There’s melancholy in her voice when she discusses the split, which she describes as a “long time coming.” She was always hopeful that “things would get better” but found herself noticing she was increasingly sad with Fleetwood Mac and more at peace in the “good, creative happy world” with her solo band.

“I just felt like a dying flower all the time,” she says. “I stayed with him from 1968 until that night. It’s a long time. And I really could hear my parents — I could hear my mom saying, ‘Are you really gonna do this for the rest of your life?’ And I could hear my dad saying in his very pragmatic way — because my dad really liked Lindsey —‘I think it’s time for you and Lindsey to get a divorce.’ It’s a very unfortunate thing. It makes me very, very sad.”

She says she hasn’t spoken to Buckingham in a couple of years, though she did write him a note after his February 2019 heart attack: “You better take care of yourself. You better take it easy and you better do everything they tell you and get your voice back and feel the grace that you have made it through this.”

Nicks has cataloged the ups and downs of her life in journals — she estimates she has roughly one per year of her life — and she plans to leave many of them to her goddaughters, of whom she has 11 or 12; she can’t be certain. She chose most of her goddaughters at birth — asking their parents if she could fulfill the role — and relishes the way they keep her “totally young and up on everything.” She loves to spoil them all with gifts imbued with meaning, like a pair of pink strappy heels she found at a store in Australia and deemed “Cinderella slippers.”
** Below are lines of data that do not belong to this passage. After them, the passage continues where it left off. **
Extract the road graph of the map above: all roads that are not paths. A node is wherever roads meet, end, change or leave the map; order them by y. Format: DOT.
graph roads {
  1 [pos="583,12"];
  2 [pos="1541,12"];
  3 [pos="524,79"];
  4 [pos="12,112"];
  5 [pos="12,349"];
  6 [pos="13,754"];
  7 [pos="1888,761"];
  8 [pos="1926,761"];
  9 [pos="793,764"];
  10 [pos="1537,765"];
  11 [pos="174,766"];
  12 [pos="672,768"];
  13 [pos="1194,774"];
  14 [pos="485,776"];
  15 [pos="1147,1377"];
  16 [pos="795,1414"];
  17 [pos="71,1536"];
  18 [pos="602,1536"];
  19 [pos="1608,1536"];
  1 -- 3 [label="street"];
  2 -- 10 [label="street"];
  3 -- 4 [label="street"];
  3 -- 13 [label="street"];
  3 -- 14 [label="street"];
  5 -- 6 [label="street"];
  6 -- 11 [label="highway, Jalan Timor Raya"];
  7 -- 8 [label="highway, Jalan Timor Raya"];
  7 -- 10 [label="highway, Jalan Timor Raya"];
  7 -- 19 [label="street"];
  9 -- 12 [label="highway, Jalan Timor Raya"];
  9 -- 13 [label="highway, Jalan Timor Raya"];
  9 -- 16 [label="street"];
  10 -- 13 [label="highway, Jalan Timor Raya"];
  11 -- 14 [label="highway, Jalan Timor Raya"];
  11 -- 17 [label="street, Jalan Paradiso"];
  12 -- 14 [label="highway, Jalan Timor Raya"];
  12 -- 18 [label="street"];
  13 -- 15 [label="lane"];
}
Tokens are important to Nicks. In 1977, she began having gold moon necklaces made to give as gifts to those she felt needed them. Over the years, she’s bestowed them to celebrities (the Haim sisters, Taylor Swift, Tavi Gevinson), soldiers at Walter Reed Army Medical Center and Make-a-Wish recipients. Members of the coven — her “Sisters of the Moon” — are told the moons are lucky charms and to pass them along to another in need, should the moment arise.

Nicks is wearing the signature necklace in “24 Karat Gold,” the concert special slated to play in theaters for two nights only, Oct. 21 and 25. (A CD version comes out Oct. 30; streaming plans for the film have yet to be determined.)

In May, Nicks flew to Chicago, where Joe Thomas, the film’s director, was finessing a cut of it. The final version features 17 songs, only four of which are Fleetwood Mac hits. The show emphasizes Nicks’ solo career — MTV standards like “Stop Draggin’ My Heart Around,” “Stand Back” and “Edge of Seventeen.” Performing music from her “dark, gothic trunk of lost songs,” she tells the audience, makes her feel like she’s a 20-year-old embarking on a new career. “This is not the same Stevie Nicks show you’ve seen a million times,” she explains, “because I am different.”